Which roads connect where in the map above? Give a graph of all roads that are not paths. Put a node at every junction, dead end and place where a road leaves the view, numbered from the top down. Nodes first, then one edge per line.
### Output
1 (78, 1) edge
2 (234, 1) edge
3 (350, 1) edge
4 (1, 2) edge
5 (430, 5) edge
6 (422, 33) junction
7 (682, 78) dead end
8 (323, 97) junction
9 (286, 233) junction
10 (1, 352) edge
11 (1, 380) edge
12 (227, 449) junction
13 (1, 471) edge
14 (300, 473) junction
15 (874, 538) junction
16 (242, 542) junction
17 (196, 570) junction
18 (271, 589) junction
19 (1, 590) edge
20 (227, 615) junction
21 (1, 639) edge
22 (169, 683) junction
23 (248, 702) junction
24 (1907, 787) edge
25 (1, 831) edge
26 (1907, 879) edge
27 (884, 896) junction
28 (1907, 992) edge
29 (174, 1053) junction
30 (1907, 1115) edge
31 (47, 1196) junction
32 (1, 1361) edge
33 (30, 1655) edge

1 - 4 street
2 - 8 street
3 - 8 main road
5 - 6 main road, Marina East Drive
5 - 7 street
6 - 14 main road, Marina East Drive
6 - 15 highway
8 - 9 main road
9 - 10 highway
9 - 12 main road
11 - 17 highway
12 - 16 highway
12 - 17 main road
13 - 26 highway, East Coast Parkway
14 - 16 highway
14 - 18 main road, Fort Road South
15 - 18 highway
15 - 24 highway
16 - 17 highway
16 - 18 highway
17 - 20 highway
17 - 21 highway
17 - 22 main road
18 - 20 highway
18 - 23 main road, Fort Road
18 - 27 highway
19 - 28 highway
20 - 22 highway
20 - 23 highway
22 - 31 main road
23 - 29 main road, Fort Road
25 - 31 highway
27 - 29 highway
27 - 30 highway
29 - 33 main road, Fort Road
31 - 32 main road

+++

◆ What the exercise asks
Every line of the data should be copied exactly.

◆ Problem solution
Which roads connect where in the map above? Give a graph of all roads that are not paths. Put a node at every junction, dead end and place where a road leaves the view, numbered from the top down. Nodes first, then one edge per line.
### Output
1 (78, 1) edge
2 (234, 1) edge
3 (350, 1) edge
4 (1, 2) edge
5 (430, 5) edge
6 (422, 33) junction
7 (682, 78) dead end
8 (323, 97) junction
9 (286, 233) junction
10 (1, 352) edge
11 (1, 380) edge
12 (227, 449) junction
13 (1, 471) edge
14 (300, 473) junction
15 (874, 538) junction
16 (242, 542) junction
17 (196, 570) junction
18 (271, 589) junction
19 (1, 590) edge
20 (227, 615) junction
21 (1, 639) edge
22 (169, 683) junction
23 (248, 702) junction
24 (1907, 787) edge
25 (1, 831) edge
26 (1907, 879) edge
27 (884, 896) junction
28 (1907, 992) edge
29 (174, 1053) junction
30 (1907, 1115) edge
31 (47, 1196) junction
32 (1, 1361) edge
33 (30, 1655) edge

1 - 4 street
2 - 8 street
3 - 8 main road
5 - 6 main road, Marina East Drive
5 - 7 street
6 - 14 main road, Marina East Drive
6 - 15 highway
8 - 9 main road
9 - 10 highway
9 - 12 main road
11 - 17 highway
12 - 16 highway
12 - 17 main road
13 - 26 highway, East Coast Parkway
14 - 16 highway
14 - 18 main road, Fort Road South
15 - 18 highway
15 - 24 highway
16 - 17 highway
16 - 18 highway
17 - 20 highway
17 - 21 highway
17 - 22 main road
18 - 20 highway
18 - 23 main road, Fort Road
18 - 27 highway
19 - 28 highway
20 - 22 highway
20 - 23 highway
22 - 31 main road
23 - 29 main road, Fort Road
25 - 31 highway
27 - 29 highway
27 - 30 highway
29 - 33 main road, Fort Road
31 - 32 main road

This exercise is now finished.